---------- Records shown ----------
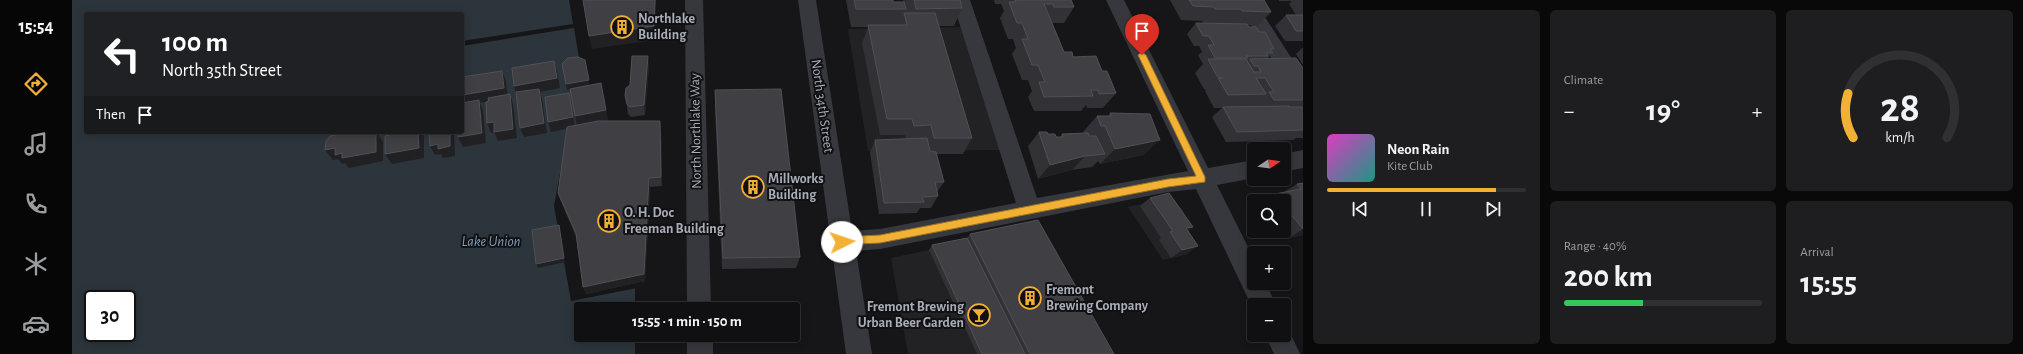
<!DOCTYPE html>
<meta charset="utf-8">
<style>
:root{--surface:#101012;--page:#1e1e20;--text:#f1f3f6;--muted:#9c9d9f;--line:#303032;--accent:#f2b134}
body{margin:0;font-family:"Alegreya Sans",sans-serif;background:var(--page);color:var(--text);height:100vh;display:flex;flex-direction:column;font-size:15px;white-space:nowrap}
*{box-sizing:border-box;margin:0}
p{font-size:13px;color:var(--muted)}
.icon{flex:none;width:22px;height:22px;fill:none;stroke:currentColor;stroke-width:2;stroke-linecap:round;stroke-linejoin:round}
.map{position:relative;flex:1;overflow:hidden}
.panel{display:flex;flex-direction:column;gap:10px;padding:10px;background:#09090a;width:720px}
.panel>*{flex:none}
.guide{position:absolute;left:12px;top:12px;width:380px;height:122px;border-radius:4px;box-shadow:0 2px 10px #0003,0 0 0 1px var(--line);background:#202124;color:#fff;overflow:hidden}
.needle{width:26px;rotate:77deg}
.tools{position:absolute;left:1175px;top:142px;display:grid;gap:8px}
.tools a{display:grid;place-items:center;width:44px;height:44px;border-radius:4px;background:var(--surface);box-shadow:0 2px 10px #0003,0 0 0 1px var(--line);font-size:20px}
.speed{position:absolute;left:12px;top:290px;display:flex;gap:8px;font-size:20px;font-weight:700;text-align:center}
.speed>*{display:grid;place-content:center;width:52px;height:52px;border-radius:50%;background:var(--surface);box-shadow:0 2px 10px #0003,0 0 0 1px var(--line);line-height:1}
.speed .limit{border:2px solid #111;border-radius:6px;background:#fff;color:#111}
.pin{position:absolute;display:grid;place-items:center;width:34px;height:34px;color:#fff;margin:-41px -17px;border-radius:50% 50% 50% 0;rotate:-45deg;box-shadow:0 0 4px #0007}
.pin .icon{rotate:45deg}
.me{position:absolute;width:44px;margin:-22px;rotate:86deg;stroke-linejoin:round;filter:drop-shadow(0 0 3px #0008)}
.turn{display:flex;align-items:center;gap:14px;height:84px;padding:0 12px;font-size:18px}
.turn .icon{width:52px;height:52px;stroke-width:2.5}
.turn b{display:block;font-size:28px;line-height:34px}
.then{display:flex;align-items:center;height:38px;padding:0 12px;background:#0003;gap:8px;font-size:15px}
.big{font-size:30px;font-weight:600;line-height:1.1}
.panel .card{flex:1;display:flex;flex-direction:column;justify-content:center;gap:6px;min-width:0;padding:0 14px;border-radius:6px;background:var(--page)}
.panel .dial{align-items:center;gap:0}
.dial svg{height:104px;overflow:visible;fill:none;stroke:var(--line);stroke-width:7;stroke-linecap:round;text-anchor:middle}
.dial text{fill:var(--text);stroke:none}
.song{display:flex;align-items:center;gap:12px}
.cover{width:48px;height:48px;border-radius:6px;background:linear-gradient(135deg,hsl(310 70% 55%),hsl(170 70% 35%))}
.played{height:4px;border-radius:2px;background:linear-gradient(90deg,var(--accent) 85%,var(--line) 85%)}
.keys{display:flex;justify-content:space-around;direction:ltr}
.heat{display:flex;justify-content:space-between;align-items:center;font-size:22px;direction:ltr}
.charge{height:6px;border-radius:3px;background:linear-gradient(90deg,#34c759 40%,var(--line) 0)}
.panel .tiles{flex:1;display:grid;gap:10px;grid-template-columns:repeat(3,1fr)}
.card:first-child{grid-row:span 2}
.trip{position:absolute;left:502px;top:302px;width:226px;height:40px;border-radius:4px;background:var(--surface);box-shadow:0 2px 10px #0003,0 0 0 1px var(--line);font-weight:600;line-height:40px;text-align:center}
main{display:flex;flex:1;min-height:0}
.menu{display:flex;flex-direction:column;width:72px;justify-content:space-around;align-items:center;background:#060607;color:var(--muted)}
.menu .icon{width:28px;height:28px}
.menu .selected{color:var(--accent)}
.menu b{font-size:18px;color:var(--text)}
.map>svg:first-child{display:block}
.built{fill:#222225}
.water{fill:#2c353c;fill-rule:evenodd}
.pier{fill:#161618}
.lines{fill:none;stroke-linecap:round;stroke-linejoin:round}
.minor{fill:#37383d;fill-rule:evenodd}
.wall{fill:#323236}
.shaded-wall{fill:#212124}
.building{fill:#3f3f44;stroke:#4f5156}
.route{fill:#f2b134;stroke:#9d7322}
.labels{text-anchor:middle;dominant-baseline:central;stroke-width:4;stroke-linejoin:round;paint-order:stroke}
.poi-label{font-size:14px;font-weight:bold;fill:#a8adb8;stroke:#111113;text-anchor:start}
.street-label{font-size:14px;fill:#a8adb8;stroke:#111113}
.water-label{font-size:15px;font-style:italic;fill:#7f9bb3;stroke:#111113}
</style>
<main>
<nav class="menu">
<b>15:54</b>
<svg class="icon selected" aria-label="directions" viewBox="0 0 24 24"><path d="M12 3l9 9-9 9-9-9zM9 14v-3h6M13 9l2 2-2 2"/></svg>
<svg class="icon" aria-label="music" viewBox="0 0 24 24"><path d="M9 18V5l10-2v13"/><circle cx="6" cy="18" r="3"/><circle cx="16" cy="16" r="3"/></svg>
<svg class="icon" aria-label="phone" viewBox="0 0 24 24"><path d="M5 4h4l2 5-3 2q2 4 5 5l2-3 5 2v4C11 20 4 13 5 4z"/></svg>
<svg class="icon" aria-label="climate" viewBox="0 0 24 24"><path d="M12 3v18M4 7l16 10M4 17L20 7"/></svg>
<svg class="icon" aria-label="car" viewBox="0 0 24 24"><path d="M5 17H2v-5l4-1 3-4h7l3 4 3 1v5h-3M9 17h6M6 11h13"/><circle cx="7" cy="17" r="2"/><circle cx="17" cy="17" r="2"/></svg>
</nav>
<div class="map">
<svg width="1231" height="354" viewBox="0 0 1231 354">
<rect width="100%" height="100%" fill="#161618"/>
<path class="built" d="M 892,27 L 931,150 L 796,151 L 776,29 Z
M 1099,197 L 1112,212 L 1097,216 L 1103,237 L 1115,254 L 1091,260 L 1056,207 Z
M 958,228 L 1028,354 L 836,354 L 819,258 Z"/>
<path class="water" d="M 0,0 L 563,0 L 563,309 L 509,309 L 509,335 L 563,335 L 563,354 L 0,354 ZM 14,14 L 390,14 L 390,132 L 14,132 ZM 21,299 L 55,299 L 55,333 L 21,333 Z"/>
<path class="pier" d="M 497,0 L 565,0 L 565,288 L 499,301 L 482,206 L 494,140 L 520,135 L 502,28 L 390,46 L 390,41 L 501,24 Z"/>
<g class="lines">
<path class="minor" d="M 613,0 L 631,0 L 639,309 L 615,309 Z
M 726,0 L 744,0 L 780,231 L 808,229 L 944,203 L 880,0 L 898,0 L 965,198 L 1116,171 L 1034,0 L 1052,0 L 1136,168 L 1182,160 L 1182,178 L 1145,185 L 1182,259 L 1182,283 L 1194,283 L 1204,305 L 1182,305 L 1182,311 L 1124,189 L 1096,192 L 808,249 L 784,251 L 800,354 L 774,354 Z
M 1164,0 L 1182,0 L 1231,76 L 1231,101 L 1224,99 Z
M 1231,150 L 1231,168 L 1212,172 L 1212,154 Z
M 1212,325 L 1215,326 L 1228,354 L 1202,354 L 1193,335 L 1212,335 Z
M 615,335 L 641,335 L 641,354 L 615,354 Z"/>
</g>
<path class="wall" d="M 774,0 L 821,0 L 821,2 L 832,2 L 831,0 L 888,0 L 890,8 L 882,26 L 867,26 L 900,138 L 891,154 L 864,154 L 872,182 L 865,192 L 866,196 L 859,208 L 848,208 L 845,213 L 807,214 L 798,152 L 803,140 L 834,139 L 833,135 L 808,135 L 790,43 L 796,27 L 779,27 Z
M 922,0 L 999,0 L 1002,7 L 992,23 L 980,23 L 992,52 L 1030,71 L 1044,93 L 1031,108 L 1015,108 L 1014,105 L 1009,111 L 962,111 L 956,97 L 960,91 L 956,80 L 950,80 L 940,54 L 944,48 L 941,39 L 936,39 L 928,18 L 932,11 L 929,4 L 923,4 Z
M 1098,0 L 1192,0 L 1199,12 L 1185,26 L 1176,25 L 1177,27 L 1187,32 L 1202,49 L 1200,51 L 1201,53 L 1195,59 L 1231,68 L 1231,138 L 1224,138 L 1221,140 L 1154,142 L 1140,117 L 1150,108 L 1142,108 L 1133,91 L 1134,90 L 1132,89 L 1123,73 L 1131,64 L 1126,55 L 1130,52 L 1127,46 L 1122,46 L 1115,34 L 1124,23 L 1156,24 L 1155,23 L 1131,23 L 1130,21 L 1109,20 Z
M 1207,0 L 1231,0 L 1231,41 L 1213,41 L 1203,26 L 1214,15 L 1224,15 L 1217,4 L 1220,1 L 1207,1 Z
M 1230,48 L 1231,48 L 1231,65 L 1224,54 Z
M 577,66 L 573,115 L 559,117 L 556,114 L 553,95 L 558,85 Z
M 494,84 L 518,85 L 536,120 L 529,121 L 589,130 L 590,186 L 578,187 L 573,281 L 514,294 L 511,287 L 504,237 L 489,201 L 486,193 L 494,129 L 479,132 L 497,93 L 503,125 L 505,125 L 498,89 L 495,90 Z
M 643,90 L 728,257 L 724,268 L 650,269 L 643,105 Z
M 1038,113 L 1072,155 L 1028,164 L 1026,161 L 1020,167 L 1000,170 L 966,179 L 956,146 L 967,132 L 984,137 L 988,137 L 990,134 L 1012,134 L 1011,132 L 1025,116 L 1036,116 Z
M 1231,183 L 1231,235 L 1217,238 L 1212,231 L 1212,201 L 1194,201 L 1203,194 L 1212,192 L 1225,184 Z
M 1078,198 L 1121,227 L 1116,231 L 1115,254 L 1099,258 L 1087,240 L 1089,238 L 1068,206 Z
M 898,234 L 1042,354 L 905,354 L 857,250 L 860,245 L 895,238 Z"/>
<path class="shaded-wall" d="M 583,0 L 584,0 L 584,5 L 583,40 L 520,49 L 517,36 Z
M 576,56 L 577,66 L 573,115 L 572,105 Z
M 513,60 L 518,86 L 495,90 L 494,84 Z
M 482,61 L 485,71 L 488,88 L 468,92 L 470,99 L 475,133 L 452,137 L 448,128 L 445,96 L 442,86 Z
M 430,71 L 434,81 L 436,98 L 408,103 L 411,110 L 414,143 L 391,147 L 386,137 L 394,105 L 390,95 Z
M 497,93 L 503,127 L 479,132 L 476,122 Z
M 438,94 L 441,104 L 445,138 L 426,141 L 422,132 L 419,133 L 415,123 L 422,122 Z
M 534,110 L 536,120 L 505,126 L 503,116 Z
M 588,121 L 589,130 L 590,186 L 589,177 Z
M 304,132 L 311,142 L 311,161 L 277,168 L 273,163 L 270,164 L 266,159 L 261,160 L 253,150 L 263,148 L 270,153 Z
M 346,132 L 352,132 L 352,158 L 320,164 L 313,154 Z
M 378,132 L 382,132 L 383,156 L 371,158 L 369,154 L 363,155 L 358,146 Z
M 1088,140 L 1072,155 L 1028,164 L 1043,149 Z
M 1013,156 L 1000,170 L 966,179 L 978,165 Z
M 577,178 L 578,187 L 573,281 L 514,294 L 511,287 Z
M 487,225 L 488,229 L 493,262 L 466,268 L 464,264 Z
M 1121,227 L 1110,235 L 1114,228 Z
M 1231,229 L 1231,235 L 1217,238 Z
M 1126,246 L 1115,254 L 1099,258 L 1110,250 Z"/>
<path class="building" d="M 511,0 L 583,0 L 582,26 L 517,36 Z
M 782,0 L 821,0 L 821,2 L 832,2 L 834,9 L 784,9 Z
M 842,0 L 888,0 L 890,8 L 844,9 Z
M 943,0 L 999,0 L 1002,7 L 982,7 L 981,4 L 972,4 L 992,52 L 1000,52 L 1001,57 L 1024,56 L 1030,71 L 1035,71 L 1044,93 L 1027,94 L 1026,90 L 1019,90 L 1021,96 L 972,97 L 967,82 L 973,82 L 966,65 L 960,65 L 950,39 L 956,39 L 950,23 L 945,23 L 937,2 L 944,2 Z
M 1117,0 L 1192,0 L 1199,12 L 1170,11 L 1168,9 L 1143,9 L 1142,7 L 1121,6 Z
M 832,13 L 863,13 L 900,138 L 862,138 L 859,125 L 842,126 L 840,119 L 815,119 L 796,25 L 835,25 Z
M 1214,15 L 1231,15 L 1231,31 L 1224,31 Z
M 1124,23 L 1175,24 L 1177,27 L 1184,27 L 1187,32 L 1193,32 L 1202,49 L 1198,49 L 1201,53 L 1194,53 L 1196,56 L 1174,56 L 1176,58 L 1143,58 L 1136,45 L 1142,45 L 1137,36 L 1131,36 Z
M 560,56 L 576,56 L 572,105 L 558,107 L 555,104 L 553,95 L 554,88 L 558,85 Z
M 506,57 L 513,60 L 517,80 L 494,84 L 490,64 L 496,58 Z
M 1224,58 L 1231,68 L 1231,100 L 1202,100 L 1197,92 L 1202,92 L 1193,78 L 1184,78 L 1194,94 L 1156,95 L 1146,78 L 1150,78 L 1145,76 L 1136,59 L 1174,59 L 1182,72 L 1189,72 L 1186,66 L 1182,66 L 1178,59 Z
M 482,61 L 485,78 L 442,86 L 440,68 Z
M 430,71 L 432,88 L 390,95 L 390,77 Z
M 529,83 L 534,110 L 503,116 L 498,89 Z
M 467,89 L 472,123 L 448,128 L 444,92 Z
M 709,89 L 728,257 L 651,258 L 643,90 Z
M 497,93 L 501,117 L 476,122 L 473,97 Z
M 438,94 L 441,129 L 422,132 L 422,122 L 415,123 L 414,102 L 417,101 L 416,98 Z
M 407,100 L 410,133 L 386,137 L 386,132 L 390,132 L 390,103 Z
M 1217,106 L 1217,107 L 1231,107 L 1231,130 L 1165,132 L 1151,107 Z
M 1038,113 L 1078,114 L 1088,140 L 1043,149 L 1033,126 L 1029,126 L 1025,116 L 1040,116 Z
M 526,121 L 588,121 L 589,177 L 577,178 L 572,274 L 511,287 L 504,233 L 486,193 L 495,127 Z
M 281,132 L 297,132 L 297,134 L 304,132 L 304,152 L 270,158 L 270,153 L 263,155 L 263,148 L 253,150 L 254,141 L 258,136 Z
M 318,132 L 346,132 L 347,148 L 313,154 L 313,136 L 318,135 Z
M 357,132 L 378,132 L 378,146 L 366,149 L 366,144 L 358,146 Z
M 967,132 L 975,132 L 976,134 L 983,134 L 984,137 L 991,137 L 990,134 L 1016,133 L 1017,136 L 1024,136 L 1033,154 L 1013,156 L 978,165 Z
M 855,138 L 858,151 L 864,152 L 872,182 L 863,182 L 866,196 L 850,197 L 852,202 L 812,203 L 803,140 Z
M 1231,183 L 1231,229 L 1212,206 L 1212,201 L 1208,201 L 1203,194 L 1229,189 L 1225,184 Z
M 1097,193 L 1121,227 L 1114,228 L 1126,246 L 1110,250 L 1098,232 L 1101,231 L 1078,198 Z
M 966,220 L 1042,354 L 958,354 L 898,234 Z
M 487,225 L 492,258 L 464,264 L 460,230 Z
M 895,238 L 953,354 L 910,354 L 860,245 Z"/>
<path class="route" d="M 1070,52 L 1074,55 L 1133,177 L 1133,182 L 1096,187 L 808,243 L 767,245 L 765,242 L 770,237 L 808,235 L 1096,179 L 1124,176 L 1066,55 Z"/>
<defs>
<g id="building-ring" transform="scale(1.15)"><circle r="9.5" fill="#111113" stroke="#f2b134" stroke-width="1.5"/><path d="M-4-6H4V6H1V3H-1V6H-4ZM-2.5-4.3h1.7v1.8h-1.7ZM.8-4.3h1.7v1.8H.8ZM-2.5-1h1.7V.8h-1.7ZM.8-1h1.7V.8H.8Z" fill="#f2b134"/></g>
<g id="bar-ring" transform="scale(1.15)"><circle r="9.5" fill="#111113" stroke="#f2b134" stroke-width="1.5"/><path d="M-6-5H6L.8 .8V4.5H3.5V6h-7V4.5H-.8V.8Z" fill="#f2b134"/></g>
</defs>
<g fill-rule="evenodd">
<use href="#building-ring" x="550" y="27"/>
<use href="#building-ring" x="681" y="187"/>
<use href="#building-ring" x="537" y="221"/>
<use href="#building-ring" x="958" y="298"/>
<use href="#bar-ring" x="907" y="315"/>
</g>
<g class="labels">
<g class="poi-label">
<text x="566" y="19">Northlake<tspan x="566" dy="16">Building</tspan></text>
<text x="696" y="179">Millworks<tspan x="696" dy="16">Building</tspan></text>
<text x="552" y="213">O. H. Doc<tspan x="552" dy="16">Freeman Building</tspan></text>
<text x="974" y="290">Fremont<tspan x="974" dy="16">Brewing Company</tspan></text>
<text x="892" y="307" text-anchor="end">Fremont Brewing<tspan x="892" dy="16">Urban Beer Garden</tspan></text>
</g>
<g class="street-label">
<text transform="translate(750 106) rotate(82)">North 34th Street</text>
<text transform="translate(624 131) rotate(-91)">North Northlake Way</text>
</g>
<g class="water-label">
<text x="419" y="241">Lake Union</text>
</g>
</g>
</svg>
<div class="tools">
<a><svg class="needle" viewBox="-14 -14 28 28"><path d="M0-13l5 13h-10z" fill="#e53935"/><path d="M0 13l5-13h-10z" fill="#9c9d9f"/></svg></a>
<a><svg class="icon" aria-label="search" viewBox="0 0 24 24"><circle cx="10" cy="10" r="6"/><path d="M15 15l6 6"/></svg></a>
<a>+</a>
<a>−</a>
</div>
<div class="speed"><div class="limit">30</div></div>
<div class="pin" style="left:1070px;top:55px;background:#d93025"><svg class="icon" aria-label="arrive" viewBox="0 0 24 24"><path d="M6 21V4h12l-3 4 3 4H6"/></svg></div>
<svg class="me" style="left:770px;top:242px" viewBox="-20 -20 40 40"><circle r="19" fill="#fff"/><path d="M0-13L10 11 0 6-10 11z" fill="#f2b134"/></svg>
<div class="trip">15:55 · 1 min · 150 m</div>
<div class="guide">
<div class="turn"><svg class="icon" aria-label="left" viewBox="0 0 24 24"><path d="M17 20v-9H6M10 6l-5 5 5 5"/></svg><div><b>100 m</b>North 35th Street</div></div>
<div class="then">Then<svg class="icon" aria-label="arrive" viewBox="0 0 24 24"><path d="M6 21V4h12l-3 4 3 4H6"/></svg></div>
</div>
</div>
<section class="panel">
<div class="tiles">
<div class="card">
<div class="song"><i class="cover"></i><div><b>Neon Rain</b><p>Kite Club</p></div></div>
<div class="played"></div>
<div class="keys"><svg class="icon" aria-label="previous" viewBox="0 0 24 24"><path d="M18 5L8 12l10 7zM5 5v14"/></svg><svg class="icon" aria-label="pause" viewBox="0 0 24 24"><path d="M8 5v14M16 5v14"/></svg><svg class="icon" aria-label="next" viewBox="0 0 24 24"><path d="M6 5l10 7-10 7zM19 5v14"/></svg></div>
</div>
<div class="card"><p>Climate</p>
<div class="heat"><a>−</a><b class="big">19°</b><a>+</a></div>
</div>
<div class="card dial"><svg viewBox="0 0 100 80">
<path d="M14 69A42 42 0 1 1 86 69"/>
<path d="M14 69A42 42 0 0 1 10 35" stroke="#f2b134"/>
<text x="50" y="56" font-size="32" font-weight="700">28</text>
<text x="50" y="72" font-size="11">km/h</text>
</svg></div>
<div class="card"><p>Range · 40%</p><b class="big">200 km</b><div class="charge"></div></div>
<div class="card"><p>Arrival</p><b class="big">15:55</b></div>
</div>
</section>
</main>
----------
* **Problem to solve**:
Your answer should be all lines from the data that contain "margin".

* **Output of the exercise**:
body{margin:0;font-family:"Alegreya Sans",sans-serif;background:var(--page);color:var(--text);height:100vh;display:flex;flex-direction:column;font-size:15px;white-space:nowrap}
*{box-sizing:border-box;margin:0}
.pin{position:absolute;display:grid;place-items:center;width:34px;height:34px;color:#fff;margin:-41px -17px;border-radius:50% 50% 50% 0;rotate:-45deg;box-shadow:0 0 4px #0007}
.me{position:absolute;width:44px;margin:-22px;rotate:86deg;stroke-linejoin:round;filter:drop-shadow(0 0 3px #0008)}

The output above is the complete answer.